Last week at its flagship customer event, NXTWORK, Juniper Networks set a valiant vision for its role in the future of networking: “Engineering. Simplicity.” Next week as we take respite from engineering and set some 2018 goals, simplicity sounds good. Here are some of my ideas inspired by engineering for simplicity and Juniper’s new #simpleAF tag. Simple as fishsticks…of course.

Da Vinci called simplicity: ultimate sophistication. It would come more easily to those solving more primitive challenges, but maybe you, like Juniper, audaciously tackle cloud-grade problems, and in such domains and at such scale, simplicity is anything but simple to achieve.

The thing about creating #simpleAF simplicity is that it’s not just about tools or products. If you’re a  network operator, another tool won’t make a revolutionary nor lasting impact toward simplifying your life any more than the momentary joy of a holiday gift. Big impacts and life changes start inside out. They don’t happen have-do-be, rather they are be-do-have. Juniper is doing its own work to put simplicity at its company’s core being, but this article, besides some gratuitous predictions, is about transforming your network operations, putting simplicity at your core for a happier prosperous 2018.

Be… the NetOps Change

To be the engineer of network simplicity, it’s time to lose the title of network admin, operator or architect and embrace a new identity as a:

Network Reliability Engineer

Just like sysadmins have graduated from technicians to technologists as SREs, the NRE title is a declaration of a new culture and serves as the zenith for all that we do and have as engineers of network invincibility. And where could invincibility be more important than at the base of the infrastructure that connects everything.
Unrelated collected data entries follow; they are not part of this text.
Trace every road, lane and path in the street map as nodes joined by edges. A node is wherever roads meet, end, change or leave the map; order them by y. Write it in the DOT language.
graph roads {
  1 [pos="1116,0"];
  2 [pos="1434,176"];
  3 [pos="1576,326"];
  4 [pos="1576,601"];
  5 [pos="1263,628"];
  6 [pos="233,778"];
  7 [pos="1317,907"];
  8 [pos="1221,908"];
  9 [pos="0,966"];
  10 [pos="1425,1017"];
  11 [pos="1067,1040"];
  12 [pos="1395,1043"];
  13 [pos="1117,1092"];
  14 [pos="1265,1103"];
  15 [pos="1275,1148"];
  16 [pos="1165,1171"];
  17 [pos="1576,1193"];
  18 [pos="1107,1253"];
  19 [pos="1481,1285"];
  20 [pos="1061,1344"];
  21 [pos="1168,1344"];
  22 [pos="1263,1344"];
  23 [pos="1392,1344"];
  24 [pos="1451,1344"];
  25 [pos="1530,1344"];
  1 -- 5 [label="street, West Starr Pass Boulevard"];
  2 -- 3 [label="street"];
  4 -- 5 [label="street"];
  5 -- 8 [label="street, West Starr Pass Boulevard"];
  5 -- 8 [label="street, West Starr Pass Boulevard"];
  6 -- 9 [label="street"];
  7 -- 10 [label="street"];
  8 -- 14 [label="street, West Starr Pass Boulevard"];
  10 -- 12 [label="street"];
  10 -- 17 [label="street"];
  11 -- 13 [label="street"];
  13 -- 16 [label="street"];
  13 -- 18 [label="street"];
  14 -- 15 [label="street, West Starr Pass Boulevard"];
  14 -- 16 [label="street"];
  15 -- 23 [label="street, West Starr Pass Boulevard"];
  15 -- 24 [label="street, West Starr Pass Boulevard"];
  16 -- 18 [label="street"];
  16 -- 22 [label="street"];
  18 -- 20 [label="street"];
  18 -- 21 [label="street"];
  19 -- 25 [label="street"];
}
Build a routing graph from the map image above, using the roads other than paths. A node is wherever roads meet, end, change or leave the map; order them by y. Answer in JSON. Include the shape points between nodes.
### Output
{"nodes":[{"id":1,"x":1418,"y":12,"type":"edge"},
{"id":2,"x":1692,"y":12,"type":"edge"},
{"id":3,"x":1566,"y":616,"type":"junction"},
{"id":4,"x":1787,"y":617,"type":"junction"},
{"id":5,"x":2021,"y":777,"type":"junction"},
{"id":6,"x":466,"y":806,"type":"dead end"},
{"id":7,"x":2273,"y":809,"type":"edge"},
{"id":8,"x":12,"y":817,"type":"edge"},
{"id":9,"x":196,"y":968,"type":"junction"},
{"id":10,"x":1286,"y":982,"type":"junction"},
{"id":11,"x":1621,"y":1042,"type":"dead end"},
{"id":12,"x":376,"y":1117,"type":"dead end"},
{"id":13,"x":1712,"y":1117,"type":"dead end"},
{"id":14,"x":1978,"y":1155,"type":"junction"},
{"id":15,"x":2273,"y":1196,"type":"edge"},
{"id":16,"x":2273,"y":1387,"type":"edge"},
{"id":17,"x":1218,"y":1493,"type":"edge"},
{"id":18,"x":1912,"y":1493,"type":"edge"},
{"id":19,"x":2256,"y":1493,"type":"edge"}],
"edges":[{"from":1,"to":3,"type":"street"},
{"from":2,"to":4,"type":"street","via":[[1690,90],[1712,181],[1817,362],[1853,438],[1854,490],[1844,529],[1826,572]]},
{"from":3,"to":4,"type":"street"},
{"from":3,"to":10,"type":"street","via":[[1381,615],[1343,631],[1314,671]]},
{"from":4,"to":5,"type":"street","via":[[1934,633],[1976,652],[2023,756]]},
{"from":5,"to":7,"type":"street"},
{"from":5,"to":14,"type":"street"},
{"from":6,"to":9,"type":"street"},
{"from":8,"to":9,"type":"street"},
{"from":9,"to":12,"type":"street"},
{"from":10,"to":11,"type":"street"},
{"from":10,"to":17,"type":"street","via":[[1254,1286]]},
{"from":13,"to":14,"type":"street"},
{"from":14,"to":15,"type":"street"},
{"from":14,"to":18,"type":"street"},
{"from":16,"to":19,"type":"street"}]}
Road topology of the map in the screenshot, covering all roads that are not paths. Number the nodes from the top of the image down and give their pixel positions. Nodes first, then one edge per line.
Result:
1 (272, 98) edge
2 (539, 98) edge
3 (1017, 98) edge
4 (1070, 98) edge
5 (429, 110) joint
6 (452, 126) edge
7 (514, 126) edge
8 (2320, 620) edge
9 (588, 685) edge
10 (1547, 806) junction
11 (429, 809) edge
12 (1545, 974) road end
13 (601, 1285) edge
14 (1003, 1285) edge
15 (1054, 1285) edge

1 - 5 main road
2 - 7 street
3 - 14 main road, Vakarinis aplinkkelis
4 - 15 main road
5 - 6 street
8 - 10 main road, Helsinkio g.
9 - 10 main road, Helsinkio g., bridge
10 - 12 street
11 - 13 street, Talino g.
Start with this bold title, and fake it until you make it who you truly are.

Do… It Like They Do on the DevOps Channel

Just like SREs describe their practices as DevOps, network reliability engineering embraces DevNetOps.

While Dev and (app) Ops are working closely together atop cloud-native infrastructures like Kubernetes, the cluster SRE is the crucial ops role that creates operational simplicity by design of separation of concerns. Similarly, the NRE can design simplicity by offering up an API contract to the network for its consumers—probably the IaaS and cluster SREs in fact.

The lesson here is that boundaries are healthy. Separate concerns by APIs and SLA contracts to deliver simplicity to yourself as well as up the chain, whether that is to another overlay network or another kind of orchestration system.

It’s important that your foundational network layers achieve simplicity and elegance too. Trying to put an abstraction layer around and over top of a hot mess is a gift to no one, least of all yourself if it’s your mess.

So how do we clean up the painful mess that is the job of operating networks today? I’ve examined borrowing the good habits of SREs and DevOps pros before, in the shape of DevNetOps blogs and slideshares. Here is a quick recap of good behaviors to move you from the naughty to the nice list, along with my predictions for 2018.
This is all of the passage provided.